# How to complete this task:
Which lines of the entries below include "roads"? List them all.

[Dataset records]
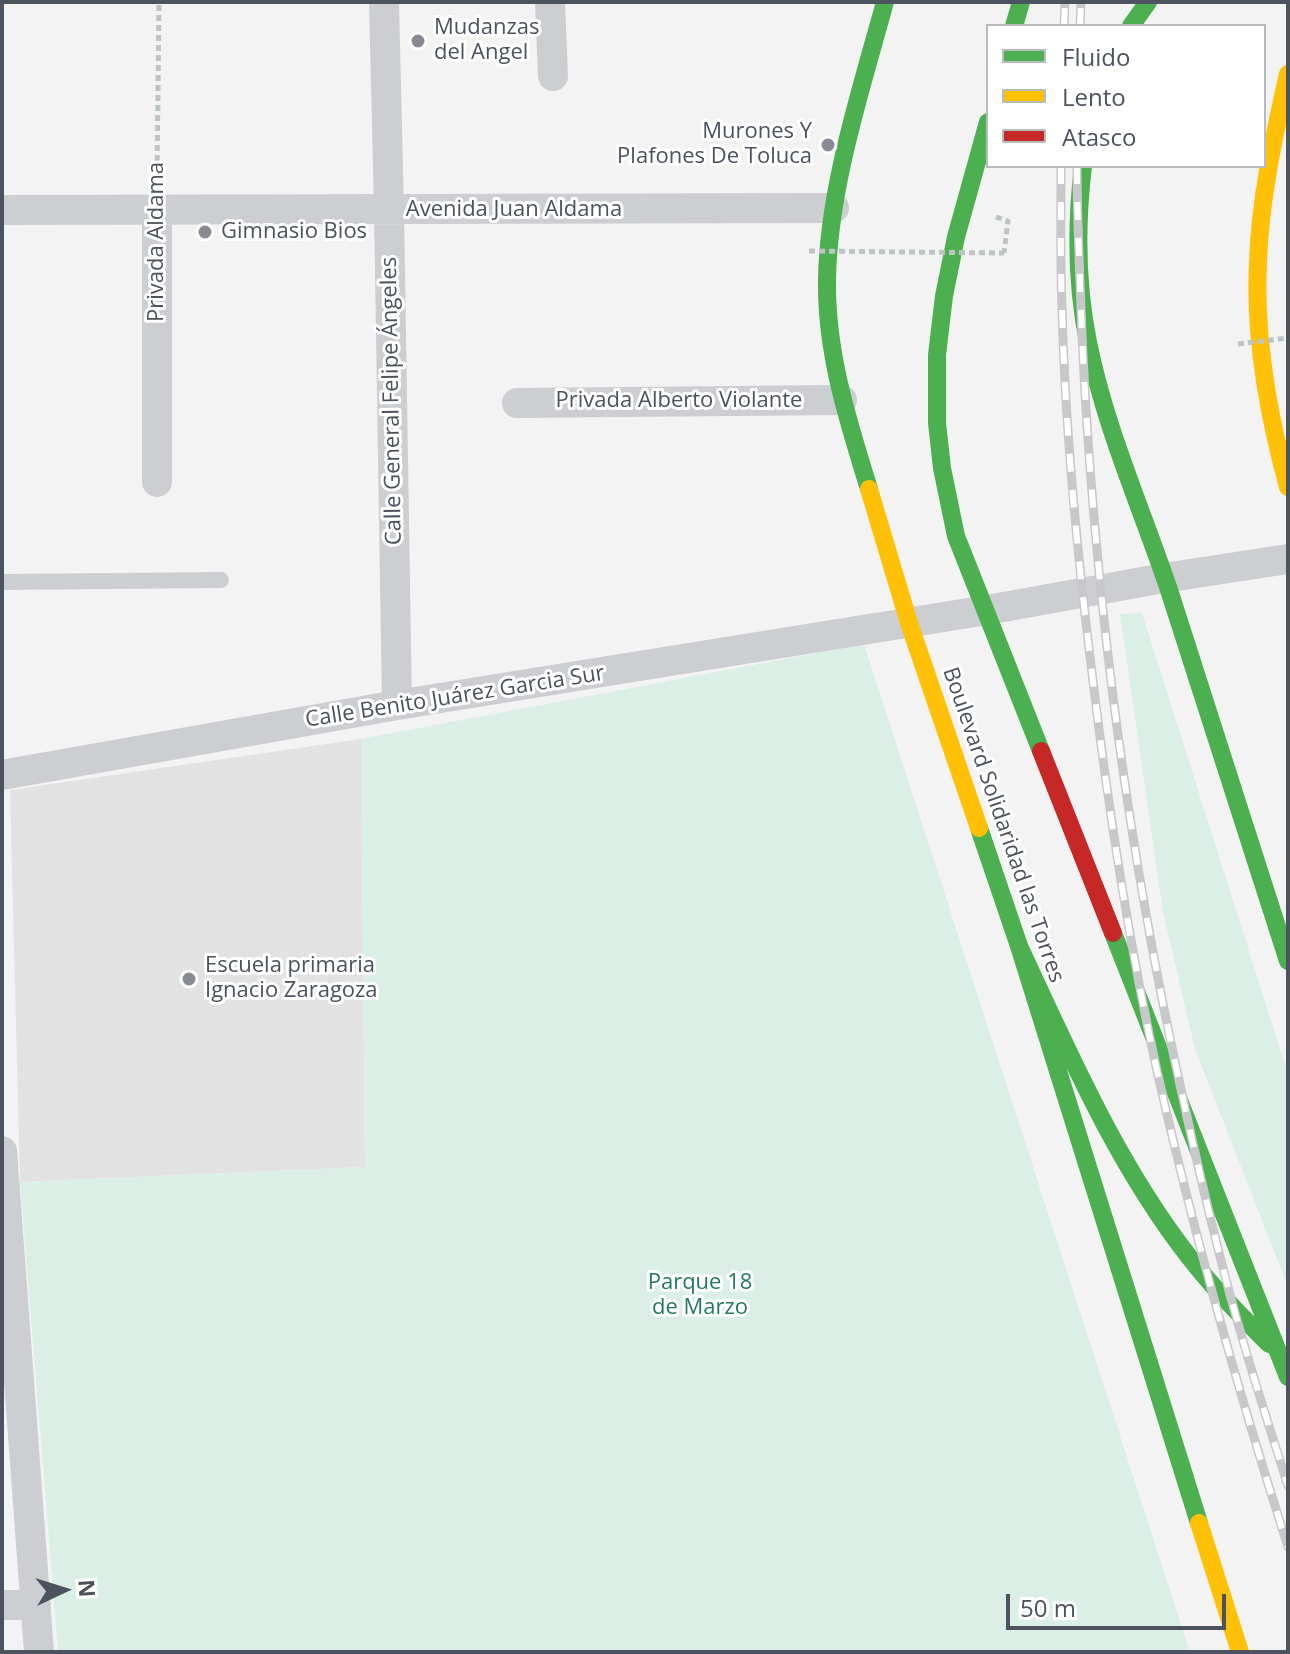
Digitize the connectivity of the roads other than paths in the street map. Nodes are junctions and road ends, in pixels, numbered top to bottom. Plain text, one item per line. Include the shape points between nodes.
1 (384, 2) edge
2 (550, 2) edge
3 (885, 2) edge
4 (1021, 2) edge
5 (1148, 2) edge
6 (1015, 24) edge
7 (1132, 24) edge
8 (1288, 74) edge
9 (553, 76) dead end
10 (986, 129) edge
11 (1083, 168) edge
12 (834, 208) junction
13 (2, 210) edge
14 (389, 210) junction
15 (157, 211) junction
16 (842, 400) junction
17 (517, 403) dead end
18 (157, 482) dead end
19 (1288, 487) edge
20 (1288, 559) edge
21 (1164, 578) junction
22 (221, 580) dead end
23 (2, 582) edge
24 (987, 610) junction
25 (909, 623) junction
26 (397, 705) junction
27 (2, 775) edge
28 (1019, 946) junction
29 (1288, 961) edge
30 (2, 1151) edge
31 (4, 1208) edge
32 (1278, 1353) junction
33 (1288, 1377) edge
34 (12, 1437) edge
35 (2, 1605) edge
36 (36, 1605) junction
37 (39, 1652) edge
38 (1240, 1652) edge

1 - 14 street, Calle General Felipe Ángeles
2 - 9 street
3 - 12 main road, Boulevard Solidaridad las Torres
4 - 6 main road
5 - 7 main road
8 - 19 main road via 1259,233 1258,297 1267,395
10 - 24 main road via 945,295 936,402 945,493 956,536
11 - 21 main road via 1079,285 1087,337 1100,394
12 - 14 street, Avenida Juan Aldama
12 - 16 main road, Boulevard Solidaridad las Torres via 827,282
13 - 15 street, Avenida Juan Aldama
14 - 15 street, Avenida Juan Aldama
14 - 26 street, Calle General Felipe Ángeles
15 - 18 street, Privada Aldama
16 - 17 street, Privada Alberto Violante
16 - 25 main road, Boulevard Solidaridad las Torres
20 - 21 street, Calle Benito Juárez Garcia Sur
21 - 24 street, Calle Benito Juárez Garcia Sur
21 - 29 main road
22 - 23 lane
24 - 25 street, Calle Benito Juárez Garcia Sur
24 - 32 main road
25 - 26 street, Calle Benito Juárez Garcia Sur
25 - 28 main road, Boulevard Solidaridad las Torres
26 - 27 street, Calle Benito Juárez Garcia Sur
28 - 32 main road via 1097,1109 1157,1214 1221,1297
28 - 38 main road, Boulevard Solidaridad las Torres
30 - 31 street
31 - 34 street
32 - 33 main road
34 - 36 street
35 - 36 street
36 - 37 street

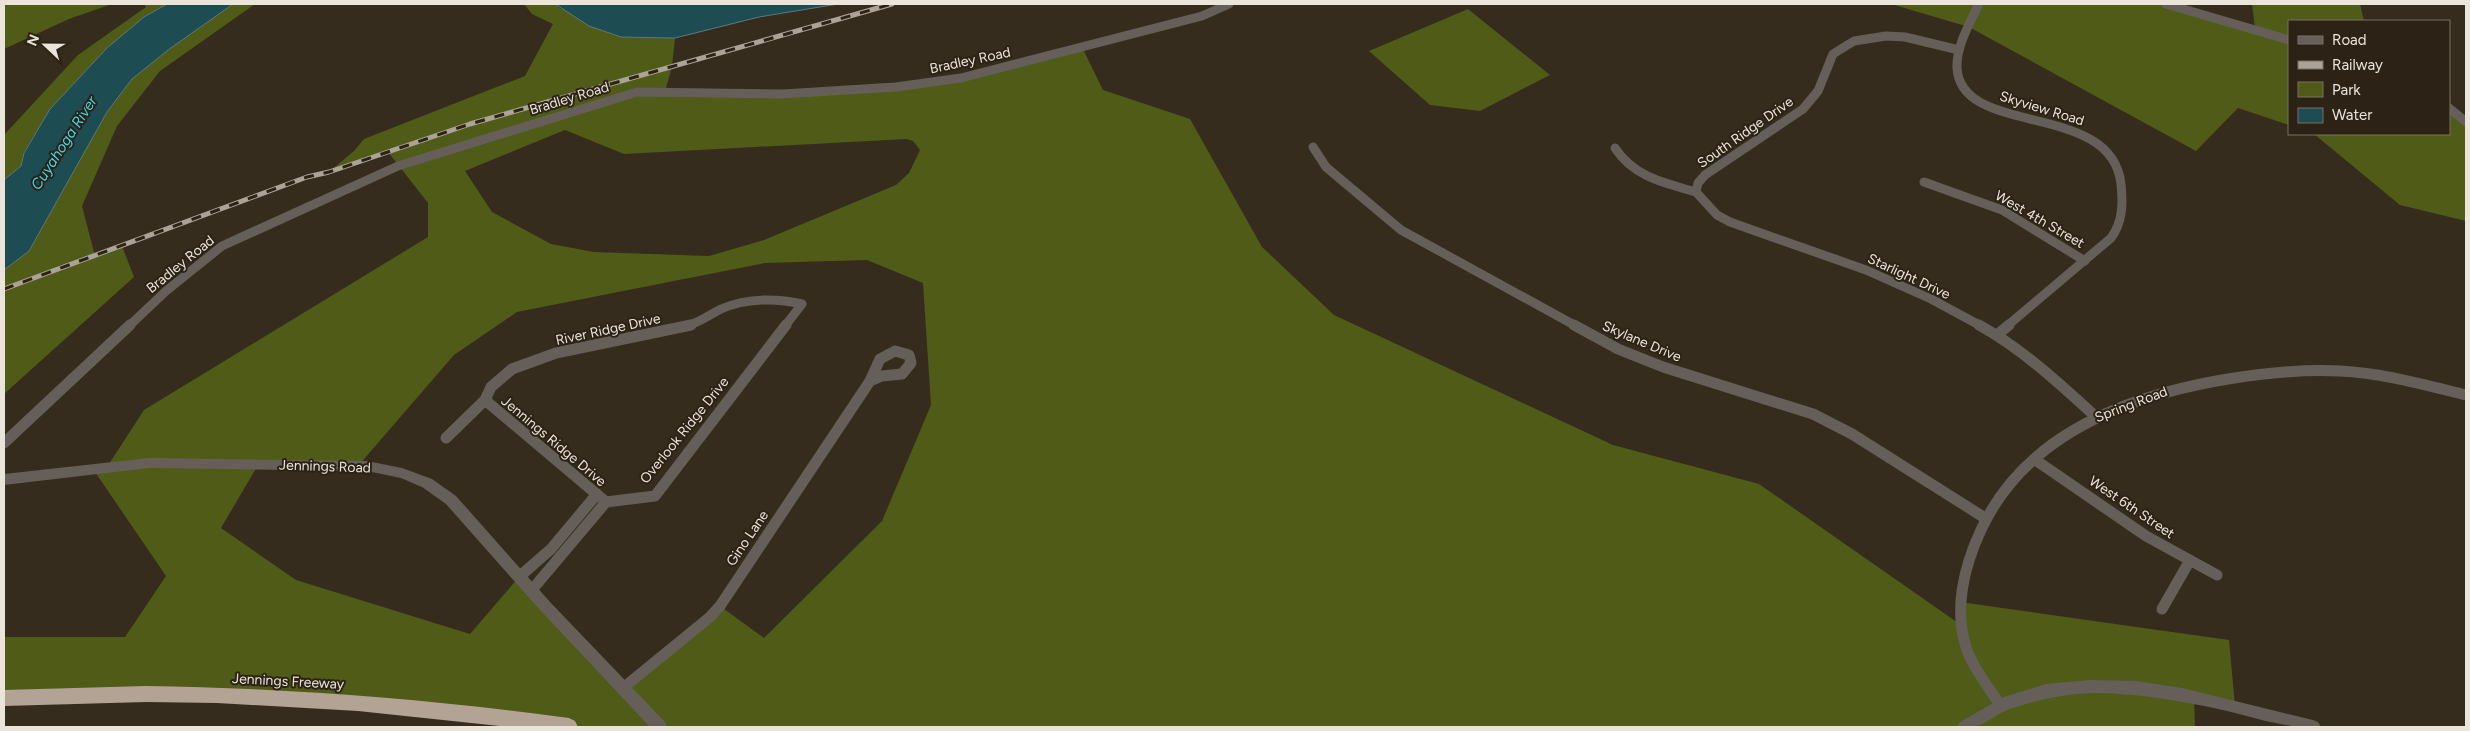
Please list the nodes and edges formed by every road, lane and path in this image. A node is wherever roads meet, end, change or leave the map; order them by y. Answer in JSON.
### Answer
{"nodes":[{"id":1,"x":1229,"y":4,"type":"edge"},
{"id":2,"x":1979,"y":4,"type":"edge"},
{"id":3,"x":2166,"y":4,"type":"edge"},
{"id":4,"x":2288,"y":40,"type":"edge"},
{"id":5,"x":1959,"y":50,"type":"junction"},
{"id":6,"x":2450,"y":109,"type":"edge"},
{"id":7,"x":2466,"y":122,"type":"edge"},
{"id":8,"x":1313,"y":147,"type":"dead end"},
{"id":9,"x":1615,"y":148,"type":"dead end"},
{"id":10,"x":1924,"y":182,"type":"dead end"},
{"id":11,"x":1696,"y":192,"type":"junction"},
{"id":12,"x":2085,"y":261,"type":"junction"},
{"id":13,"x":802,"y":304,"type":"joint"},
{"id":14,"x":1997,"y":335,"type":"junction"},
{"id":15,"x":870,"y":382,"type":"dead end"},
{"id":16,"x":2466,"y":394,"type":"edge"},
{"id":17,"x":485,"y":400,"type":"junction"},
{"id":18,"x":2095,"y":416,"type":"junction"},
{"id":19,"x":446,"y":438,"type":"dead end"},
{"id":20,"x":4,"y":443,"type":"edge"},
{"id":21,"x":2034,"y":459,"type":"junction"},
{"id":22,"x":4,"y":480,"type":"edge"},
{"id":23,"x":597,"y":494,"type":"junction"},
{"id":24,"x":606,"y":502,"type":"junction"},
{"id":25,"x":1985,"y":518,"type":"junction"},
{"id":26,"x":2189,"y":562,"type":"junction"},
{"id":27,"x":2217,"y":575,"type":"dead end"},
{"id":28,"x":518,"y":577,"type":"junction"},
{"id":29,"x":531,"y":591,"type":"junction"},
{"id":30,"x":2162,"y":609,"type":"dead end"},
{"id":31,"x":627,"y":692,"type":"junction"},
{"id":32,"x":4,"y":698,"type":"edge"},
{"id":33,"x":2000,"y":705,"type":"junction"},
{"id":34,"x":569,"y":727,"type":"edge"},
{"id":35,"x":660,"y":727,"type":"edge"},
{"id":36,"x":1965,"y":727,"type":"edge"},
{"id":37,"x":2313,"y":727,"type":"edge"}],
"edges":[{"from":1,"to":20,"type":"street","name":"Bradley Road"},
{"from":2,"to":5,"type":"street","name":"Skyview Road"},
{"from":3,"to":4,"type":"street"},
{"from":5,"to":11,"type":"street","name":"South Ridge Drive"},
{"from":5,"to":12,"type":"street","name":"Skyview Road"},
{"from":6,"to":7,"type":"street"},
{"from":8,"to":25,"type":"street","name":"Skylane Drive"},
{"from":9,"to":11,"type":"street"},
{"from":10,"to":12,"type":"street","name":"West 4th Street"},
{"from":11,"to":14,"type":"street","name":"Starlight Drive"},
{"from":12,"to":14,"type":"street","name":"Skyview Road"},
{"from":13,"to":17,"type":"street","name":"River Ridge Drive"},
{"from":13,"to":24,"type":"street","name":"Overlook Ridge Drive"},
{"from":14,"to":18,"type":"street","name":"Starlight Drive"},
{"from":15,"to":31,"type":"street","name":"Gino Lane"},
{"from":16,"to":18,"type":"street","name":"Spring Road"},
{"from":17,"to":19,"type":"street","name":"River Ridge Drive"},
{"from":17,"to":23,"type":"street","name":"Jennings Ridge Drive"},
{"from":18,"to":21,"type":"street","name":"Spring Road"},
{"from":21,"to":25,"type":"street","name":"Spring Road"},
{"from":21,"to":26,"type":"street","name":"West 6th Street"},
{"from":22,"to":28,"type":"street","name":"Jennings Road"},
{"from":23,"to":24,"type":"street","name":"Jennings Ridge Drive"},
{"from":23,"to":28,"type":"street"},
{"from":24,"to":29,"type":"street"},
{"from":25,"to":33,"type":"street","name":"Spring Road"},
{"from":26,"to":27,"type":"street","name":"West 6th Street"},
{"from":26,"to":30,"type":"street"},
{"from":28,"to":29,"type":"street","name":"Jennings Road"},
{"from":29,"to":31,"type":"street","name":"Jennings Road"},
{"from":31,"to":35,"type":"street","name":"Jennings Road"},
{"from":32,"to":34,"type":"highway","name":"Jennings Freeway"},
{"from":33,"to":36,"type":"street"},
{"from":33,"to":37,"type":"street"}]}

# Your solution:
Digitize the connectivity of the roads other than paths in the street map. Nodes are junctions and road ends, in pixels, numbered top to bottom. Plain text, one item per line. Include the shape points between nodes.
Please list the nodes and edges formed by every road, lane and path in this image. A node is wherever roads meet, end, change or leave the map; order them by y. Answer in JSON.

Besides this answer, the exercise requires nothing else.